Document GB 2.495.958 describes such a device. Though such a prior art robot has a large potential workspace, a great part of this workspace is actually limited by so called, collision phenomena, this term being taken in a broad sense.
Thus, part of the workspace is not accessible to certain kinematics, because of an interference or collision risk, between the cables themselves. Moreover, when an item lays in the environment of the robot, there is a collision risk between this item and the cables for certain trajectories. Finally, certain parts of the workspace are accessible with various cables configurations, all of which do not exhibit the same stability of the platform. These collision phenomena are generally known in robotics but their resolution is much more complex in the case of a cable robot because, on the one hand, of the greater covered volume, and specifically, because of need for balancing in intensity and orientation the forces applied by the cables to the platform to ensure its stability, each cable having to act on the platform in a direction corresponding to a tension of the cable, which introduces additional constraints. The stability of a particular posture of the platform, is defined by the capacity of the device to resist any force wench applied to the platform, while each cable remains in a range of permissible elastic deformation.
In the case of a trajectory, the static equilibrium of the platform must be performed in each point making the trajectory, i.e. in a continuous way.

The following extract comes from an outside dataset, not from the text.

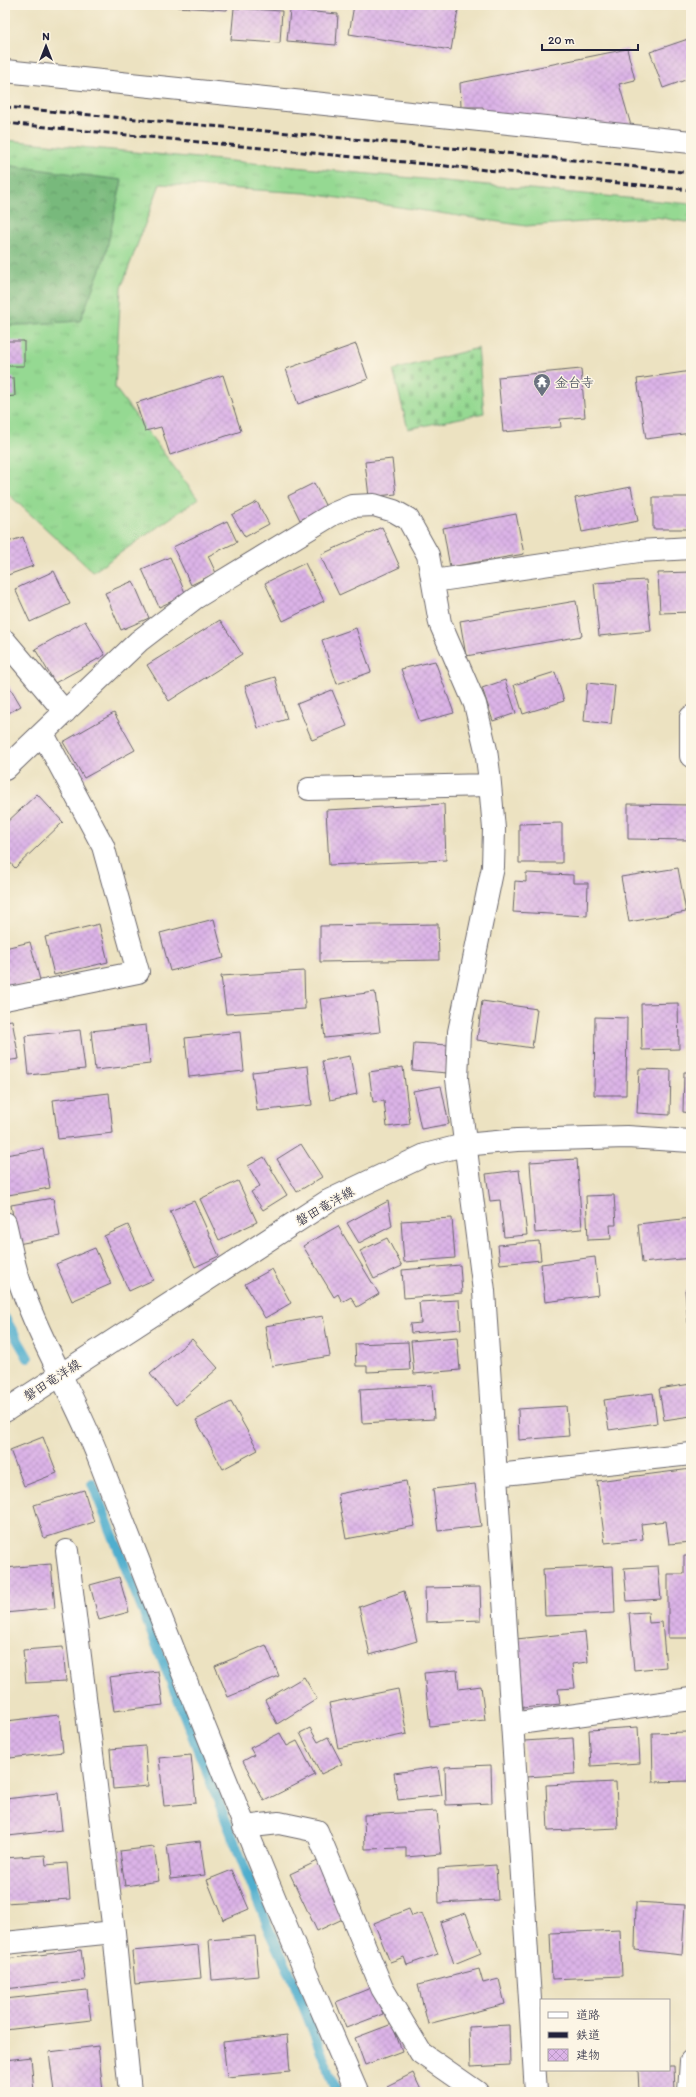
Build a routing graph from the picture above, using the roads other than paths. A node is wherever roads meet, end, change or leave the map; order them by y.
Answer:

The document “On the Design of Adaptive Cable-Driven Systems”, by Rosati and Al, in Journal of Mechanisms and Robotics, Vol 3, May 2011, describes a method for optimizing the position of the mobile anchoring points of a cable robot, but is limited to the case where the anchoring points are contained and move in a plane, and does not take into account the possible collisions with an item contained in the workspace of the robot. The inventors noted that the method recommended in this document cannot be used for the determination of an optimal configuration for a trajectory, in the case of a device comprising a three-dimensional distribution of the anchoring points. Indeed, the method recommended in this document relies on a variational analytical expression of the static equilibrium conditions, which in the case of a force wrench whose components are three-dimensional is not tractable from the point of view of modeling. In addition, from a practical point of view, the principles described in this document cannot be implemented easily, or even cannot be implemented at all, in the case of a three-dimensional distribution of anchoring points. As a matter of fact, the method recommended in this document, consists in determining a configuration of anchoring points adapted to a given situation and then to move the aforementioned anchoring points according to a mode which preserves this configuration, actually consisting in moving the anchoring points on circles A three-dimensional extrapolation of the teachings of this document would consist in considering the displacement of anchoring points on spheres, this kind of implementation being particularly complex and expensive.